Because we had it pending and we didn't do anything. If I don't
schedule it would be deferred until another LEB is going to be deleted.
Before the change it happens after do_sync_erase() work job completes
but now we add it back to the free list.

> And the nested variable has to be set to no-zero as you're calling it from a UBI worker.
Ah, okay. I've been looking at it and got wrong then. As I said in my
cover mail, this was forwarded ported.

> 
>> +	} else {
>> +		err = do_sync_erase(ubi, e2, vol_id, lnum, torture);
>> +		if (err) {
>> +			wl_entry_destroy(ubi, e2);
> 
> Why that? The erase_worker will free e2 if it encounters
> a fatal error and gives up this PEB. You're introducing a double free.
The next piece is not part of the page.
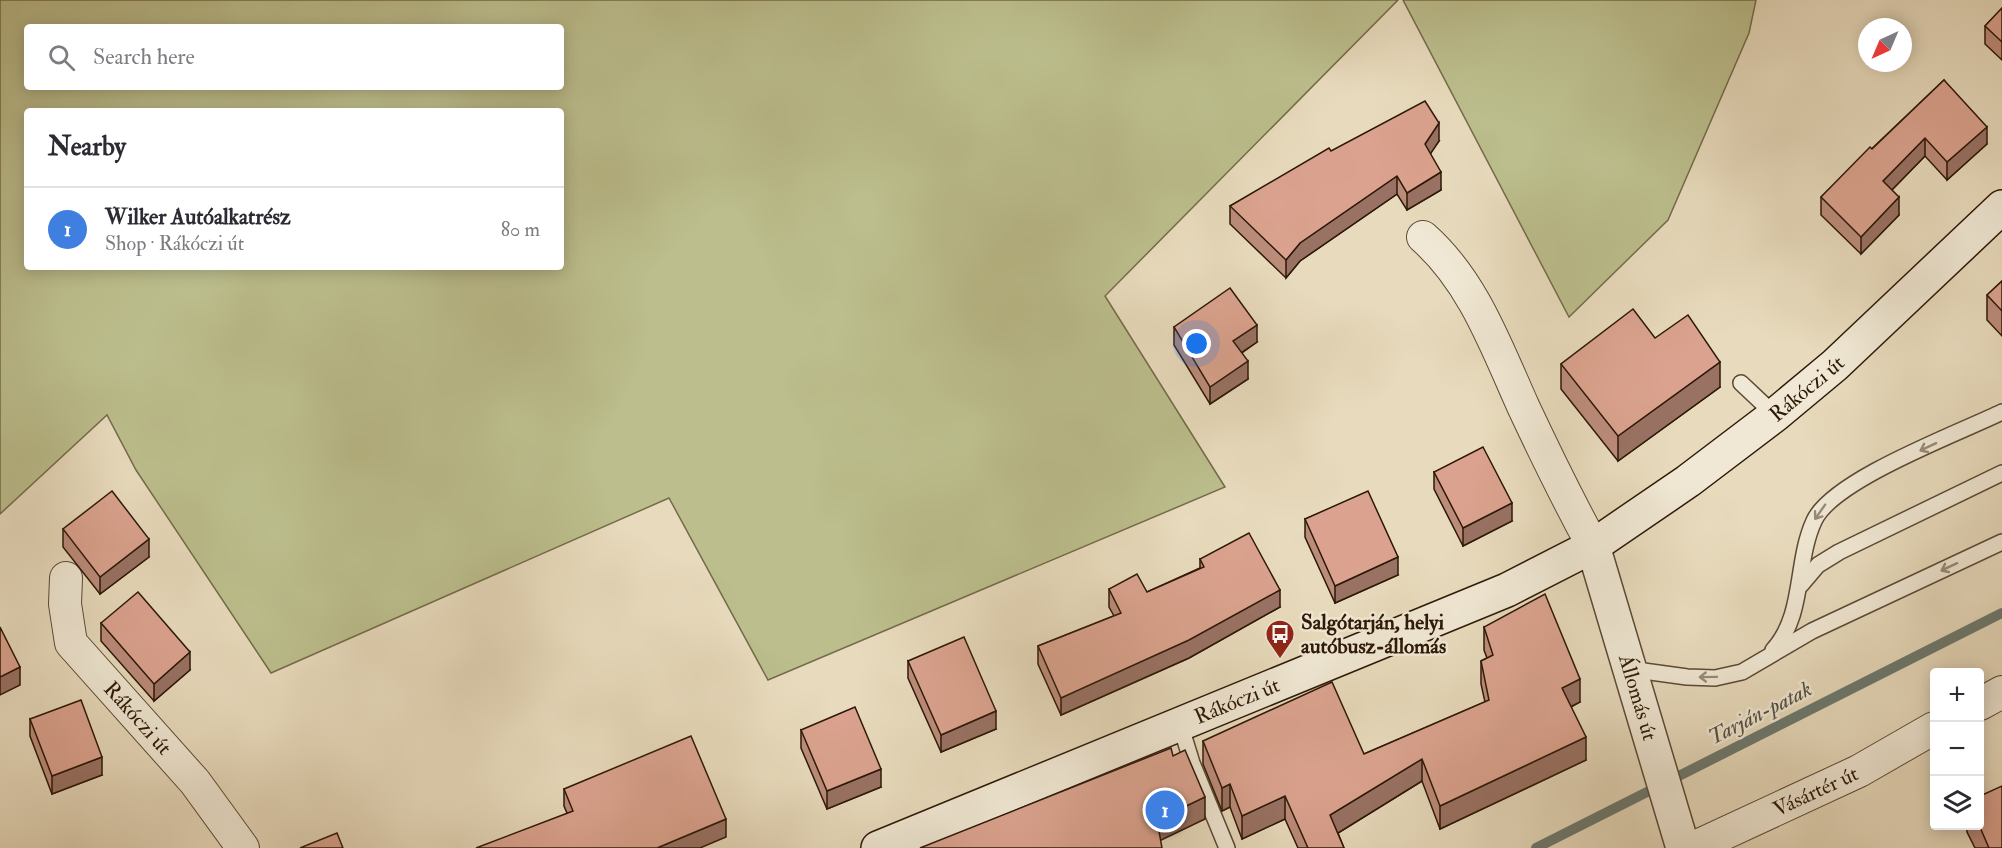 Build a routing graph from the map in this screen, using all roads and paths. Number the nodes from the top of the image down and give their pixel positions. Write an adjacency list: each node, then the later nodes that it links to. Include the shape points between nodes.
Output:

Hmmm. That is real bad error handling you have there. So you invoke
do_sync_erase(), the kmalloc() fails and how exactly you free e2 here?
You don't so I did what I did. But then if this succeeds but
erase_worker() fails then we have a double free here. Indeed.
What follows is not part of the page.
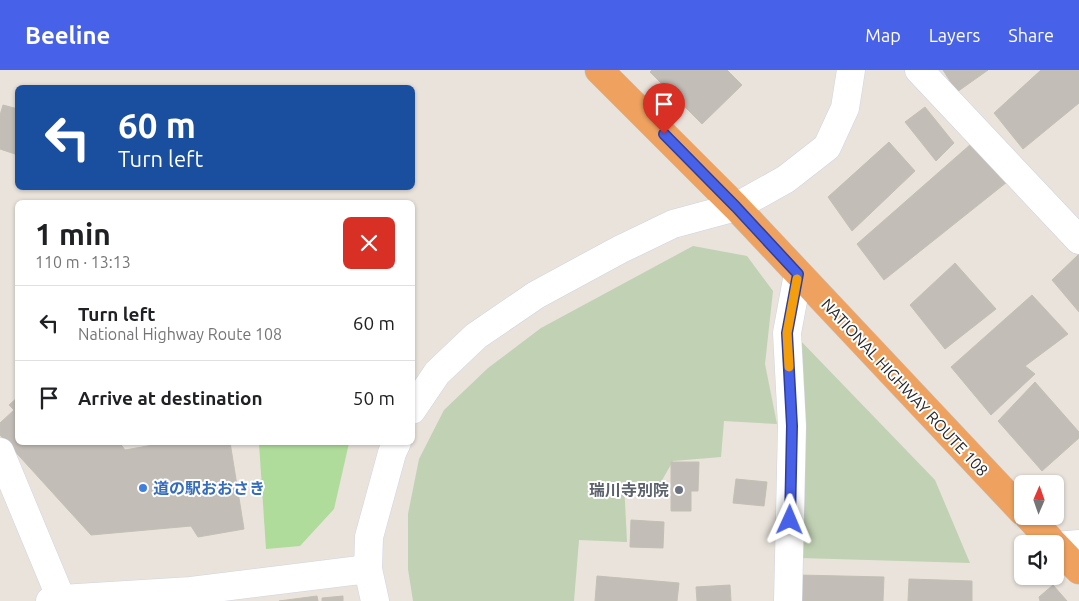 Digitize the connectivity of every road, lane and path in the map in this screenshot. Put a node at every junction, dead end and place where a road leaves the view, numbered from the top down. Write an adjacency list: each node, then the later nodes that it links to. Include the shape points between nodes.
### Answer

> I think you have copy&pasted from:
>         err = do_sync_erase(ubi, e1, vol_id, lnum, 0);
>         if (err) {
>                 if (e2)
>                         wl_entry_destroy(ubi, e2);
>                 goto out_ro;
>         }
> 
> ...which looks wrong too. I'll double check tomorrow with a fresh brain.
> 
> Thanks,
> //richard

Sebastian
Richard Weinberger Nov. 24, 2015, 8:39 a.m. UTC | #4
Am 24.11.2015 um 09:26 schrieb Sebastian Andrzej Siewior:
> On 11/23/2015 10:30 PM, Richard Weinberger wrote:
>>> diff --git a/drivers/mtd/ubi/wl.c b/drivers/mtd/ubi/wl.c
>>> index eb4489f9082f..709ca27e103c 100644
>>> --- a/drivers/mtd/ubi/wl.c
>>> +++ b/drivers/mtd/ubi/wl.c
>>> @@ -652,6 +653,7 @@ static int wear_leveling_worker(struct ubi_device *ubi, struct ubi_work *wrk,
>>>  #endif
>>>  	struct ubi_wl_entry *e1, *e2;
>>>  	struct ubi_vid_hdr *vid_hdr;
>>> +	int to_leb_clean = 0;
>>
>> Can we please rename this variable?
>> I know it means "the `to` LEB is clean". But for everybody else this reads as "I'm going to clean a LEB". ;)
> 
> such a shame that you can't make files RO. Any suggestions? dst_clean ?

Files RO? I don't get it.

dst_clean is good. :-)

> 
>>>  	kfree(wrk);
>>>  	if (shutdown)
>>> @@ -900,15 +906,26 @@ static int wear_leveling_worker(struct ubi_device *ubi, struct ubi_work *wrk,
>>>  		wl_tree_add(e1, &ubi->scrub);
>>>  	else
>>>  		wl_tree_add(e1, &ubi->used);
>>> +	if (to_leb_clean) {
>>> +		wl_tree_add(e2, &ubi->free);
>>> +		ubi->free_count++;
>>> +	}
>>> +
>>>  	ubi_assert(!ubi->move_to_put);
>>>  	ubi->move_from = ubi->move_to = NULL;
>>>  	ubi->wl_scheduled = 0;
>>>  	spin_unlock(&ubi->wl_lock);
>>>  
>>>  	ubi_free_vid_hdr(ubi, vid_hdr);
>>> -	err = do_sync_erase(ubi, e2, vol_id, lnum, torture);
>>> -	if (err)
>>> -		goto out_ro;
>>> +	if (to_leb_clean) {
>>> +		ensure_wear_leveling(ubi, 0);
>>
>> Why are you rescheduling wear leveling?
> 
> Because we had it pending and we didn't do anything. If I don't
> schedule it would be deferred until another LEB is going to be deleted.
> Before the change it happens after do_sync_erase() work job completes
> but now we add it back to the free list.

Makes sense.

>> And the nested variable has to be set to no-zero as you're calling it from a UBI worker.
> Ah, okay. I've been looking at it and got wrong then. As I said in my
> cover mail, this was forwarded ported.
> 
>>
>>> +	} else {
>>> +		err = do_sync_erase(ubi, e2, vol_id, lnum, torture);
>>> +		if (err) {
>>> +			wl_entry_destroy(ubi, e2);
>>
>> Why that? The erase_worker will free e2 if it encounters
>> a fatal error and gives up this PEB. You're introducing a double free.
> 
> Hmmm. That is real bad error handling you have there. So you invoke
> do_sync_erase(), the kmalloc() fails and how exactly you free e2 here?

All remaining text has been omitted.